Kazuul’s Toll Collector: The equip costs of the most-played Equipment are reasonable enough, but there might be some nice trickery with this—but not so much since you can only do it when you can cast a Sorcery.

Press Into Service: Another nice addition to your Threaten suite.

Pyromancer’s Assault: The only reason it might see play is that it can damage creatures. And it might need help from Dictate of the Twin Gods.

Green

Birthing Hulk: I only suggest this because it’s an enters the battlefield trigger, not a cast. With blink effects, it might be able to do something.

Ruin in Their Wake: I list this not because it’s getting played, but so that people can continue to heap their scorn on the card.

Scion Summoner: The moderately low mana cost and enters the battlefield trigger make it worth thinking about.

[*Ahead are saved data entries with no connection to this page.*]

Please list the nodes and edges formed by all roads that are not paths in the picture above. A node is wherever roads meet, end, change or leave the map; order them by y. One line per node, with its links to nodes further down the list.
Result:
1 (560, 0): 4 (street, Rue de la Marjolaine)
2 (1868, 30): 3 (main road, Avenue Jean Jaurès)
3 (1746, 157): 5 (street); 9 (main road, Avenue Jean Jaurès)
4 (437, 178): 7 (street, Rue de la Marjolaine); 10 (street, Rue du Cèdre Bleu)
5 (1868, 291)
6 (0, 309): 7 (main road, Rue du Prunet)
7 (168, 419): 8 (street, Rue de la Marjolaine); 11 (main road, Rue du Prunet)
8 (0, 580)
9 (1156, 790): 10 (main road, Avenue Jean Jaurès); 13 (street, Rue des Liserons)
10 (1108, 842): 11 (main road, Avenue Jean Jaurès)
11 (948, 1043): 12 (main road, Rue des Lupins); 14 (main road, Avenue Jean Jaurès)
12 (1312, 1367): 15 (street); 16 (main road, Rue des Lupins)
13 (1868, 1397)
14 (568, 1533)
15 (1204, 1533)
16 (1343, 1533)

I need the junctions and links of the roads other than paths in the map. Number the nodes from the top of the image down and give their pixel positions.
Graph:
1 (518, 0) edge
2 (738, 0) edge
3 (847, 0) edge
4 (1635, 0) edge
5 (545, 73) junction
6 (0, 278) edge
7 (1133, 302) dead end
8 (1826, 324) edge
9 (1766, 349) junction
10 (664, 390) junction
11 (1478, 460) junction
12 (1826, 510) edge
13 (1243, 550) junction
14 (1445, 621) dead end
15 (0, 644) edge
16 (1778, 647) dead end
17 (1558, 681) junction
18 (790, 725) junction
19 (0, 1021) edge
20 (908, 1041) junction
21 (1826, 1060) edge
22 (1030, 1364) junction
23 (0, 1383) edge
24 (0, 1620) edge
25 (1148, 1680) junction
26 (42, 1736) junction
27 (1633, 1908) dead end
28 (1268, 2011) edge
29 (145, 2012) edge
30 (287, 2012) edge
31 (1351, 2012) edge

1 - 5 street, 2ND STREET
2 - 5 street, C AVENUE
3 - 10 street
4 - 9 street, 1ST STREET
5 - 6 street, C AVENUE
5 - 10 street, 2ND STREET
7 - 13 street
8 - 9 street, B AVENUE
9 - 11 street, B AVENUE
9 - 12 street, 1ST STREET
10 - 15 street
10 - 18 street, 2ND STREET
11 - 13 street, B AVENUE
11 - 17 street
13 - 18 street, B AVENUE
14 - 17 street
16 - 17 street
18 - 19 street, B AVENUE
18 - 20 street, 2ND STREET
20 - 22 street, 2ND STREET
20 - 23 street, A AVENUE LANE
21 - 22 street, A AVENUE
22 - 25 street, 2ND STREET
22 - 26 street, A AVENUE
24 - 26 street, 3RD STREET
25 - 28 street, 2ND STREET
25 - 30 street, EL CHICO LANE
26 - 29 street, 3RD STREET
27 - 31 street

Gladehart Cavalry: A must-include in your “+1/+1 counters matter” decks. It’s huge, spreads a lot of love, and gains piles of life for you. Just remember when you take the last counter off of your Spike Feeder, this doesn’t trigger.

Loam Larva: I’m skeptical about ensuring that your next draw is a basic land, but I’m willing to listen to reasonable arguments. It’s certainly a fine turn 2 play.

Oath of Nissa: Quietly a decent if unspectacular card, especially for Enchantress decks.

Pulse of Murasa: I’d really want this to cost one less before playing it, but you can make an argument that getting a dangerous creature out of someone’s graveyard or saving one from your own when someone targets it with Withered Wretch plus gaining six life is a good deal.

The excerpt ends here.